Œuvre de Michael Jarrell, qui en a écrit la musique et le livret d’après un texte de Christa Wolf, Cassandre est un opéra parlé –c’est-à-dire qu’on y parle sur de la musique.
Seule en scène, Fanny Ardant joue le rôle de Cassandre, qui a le don et la malédiction de prédire l’avenir en n’étant jamais crue, accompagnée par l'orchestre Lemanic Modern Ensemble dirigé par Jean Deroyer.
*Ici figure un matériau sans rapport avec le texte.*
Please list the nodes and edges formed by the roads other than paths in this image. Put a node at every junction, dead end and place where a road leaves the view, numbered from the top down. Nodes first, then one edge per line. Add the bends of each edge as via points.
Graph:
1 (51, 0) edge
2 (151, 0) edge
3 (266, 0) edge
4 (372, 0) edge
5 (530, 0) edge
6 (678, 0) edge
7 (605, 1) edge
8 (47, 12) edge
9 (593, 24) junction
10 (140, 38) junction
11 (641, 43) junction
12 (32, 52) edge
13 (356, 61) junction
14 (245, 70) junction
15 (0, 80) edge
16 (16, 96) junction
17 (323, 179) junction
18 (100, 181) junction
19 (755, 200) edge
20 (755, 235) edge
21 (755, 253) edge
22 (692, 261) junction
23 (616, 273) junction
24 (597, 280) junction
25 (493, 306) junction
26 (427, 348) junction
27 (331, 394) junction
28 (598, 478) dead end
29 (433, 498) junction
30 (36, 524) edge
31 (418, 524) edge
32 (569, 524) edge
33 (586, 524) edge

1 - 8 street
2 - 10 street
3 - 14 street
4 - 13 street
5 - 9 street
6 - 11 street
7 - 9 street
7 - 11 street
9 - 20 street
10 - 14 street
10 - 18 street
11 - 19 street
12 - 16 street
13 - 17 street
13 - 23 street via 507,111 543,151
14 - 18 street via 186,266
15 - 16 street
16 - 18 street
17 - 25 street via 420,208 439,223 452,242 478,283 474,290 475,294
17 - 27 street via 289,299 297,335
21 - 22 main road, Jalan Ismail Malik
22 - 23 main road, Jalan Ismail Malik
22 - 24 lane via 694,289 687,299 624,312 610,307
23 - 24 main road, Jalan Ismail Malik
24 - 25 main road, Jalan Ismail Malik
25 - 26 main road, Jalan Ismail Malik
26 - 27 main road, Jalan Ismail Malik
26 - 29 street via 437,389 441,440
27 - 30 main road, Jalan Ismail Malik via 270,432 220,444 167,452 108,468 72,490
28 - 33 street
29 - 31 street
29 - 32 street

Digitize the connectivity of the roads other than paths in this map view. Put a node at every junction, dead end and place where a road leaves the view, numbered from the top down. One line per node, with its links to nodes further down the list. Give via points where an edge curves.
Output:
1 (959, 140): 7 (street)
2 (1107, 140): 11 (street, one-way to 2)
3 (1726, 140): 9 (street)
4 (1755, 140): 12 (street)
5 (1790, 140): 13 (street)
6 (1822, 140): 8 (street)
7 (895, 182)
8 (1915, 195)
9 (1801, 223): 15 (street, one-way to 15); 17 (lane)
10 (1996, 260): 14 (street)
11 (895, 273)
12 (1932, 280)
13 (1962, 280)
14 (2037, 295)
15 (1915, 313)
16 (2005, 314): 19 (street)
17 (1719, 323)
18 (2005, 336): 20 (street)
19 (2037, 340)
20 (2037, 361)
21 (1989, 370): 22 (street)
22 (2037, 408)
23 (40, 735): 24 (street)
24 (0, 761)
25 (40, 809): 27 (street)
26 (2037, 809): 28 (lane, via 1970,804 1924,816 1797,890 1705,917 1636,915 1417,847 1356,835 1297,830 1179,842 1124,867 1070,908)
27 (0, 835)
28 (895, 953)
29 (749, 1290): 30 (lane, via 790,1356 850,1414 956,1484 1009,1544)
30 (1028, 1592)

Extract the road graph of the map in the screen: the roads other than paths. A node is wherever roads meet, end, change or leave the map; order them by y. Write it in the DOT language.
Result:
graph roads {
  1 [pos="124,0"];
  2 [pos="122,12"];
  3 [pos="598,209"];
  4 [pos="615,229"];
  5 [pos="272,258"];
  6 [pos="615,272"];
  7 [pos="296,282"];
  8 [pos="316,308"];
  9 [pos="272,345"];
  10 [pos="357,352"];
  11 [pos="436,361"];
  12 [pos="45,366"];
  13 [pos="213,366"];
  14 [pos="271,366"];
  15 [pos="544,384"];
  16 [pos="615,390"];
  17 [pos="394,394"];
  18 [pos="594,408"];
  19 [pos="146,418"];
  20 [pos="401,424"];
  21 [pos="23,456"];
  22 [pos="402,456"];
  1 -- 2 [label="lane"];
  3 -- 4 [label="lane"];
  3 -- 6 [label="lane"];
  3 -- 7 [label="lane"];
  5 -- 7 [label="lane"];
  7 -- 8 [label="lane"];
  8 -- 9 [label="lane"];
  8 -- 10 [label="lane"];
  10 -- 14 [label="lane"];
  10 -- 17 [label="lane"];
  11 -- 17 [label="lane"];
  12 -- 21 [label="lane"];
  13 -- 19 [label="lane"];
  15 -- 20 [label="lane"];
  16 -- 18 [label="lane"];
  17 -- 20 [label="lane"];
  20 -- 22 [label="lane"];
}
Cette forme particulière ne s’est pas imposée tout de suite à Michael Jarrell :
« Le texte de Christa Wolf donne à entendre l’histoire de la guerre de Troie, mais vue par les perdants. Alors que j’avais appris à l’école comme tout le monde que les Grecs étaient les gentils face aux méchants Troyens, j’ai réalisé à ce moment-là que notre histoire avait toujours été écrite par les vainqueurs. Cela m’a beaucoup touché de voir les événements sous un autre angle. Nous étions aussi à l’époque de la première guerre du Golfe, où l’on s’était rapidement rendu compte que le discours officiel sur la "guerre propre" différait largement de la réalité…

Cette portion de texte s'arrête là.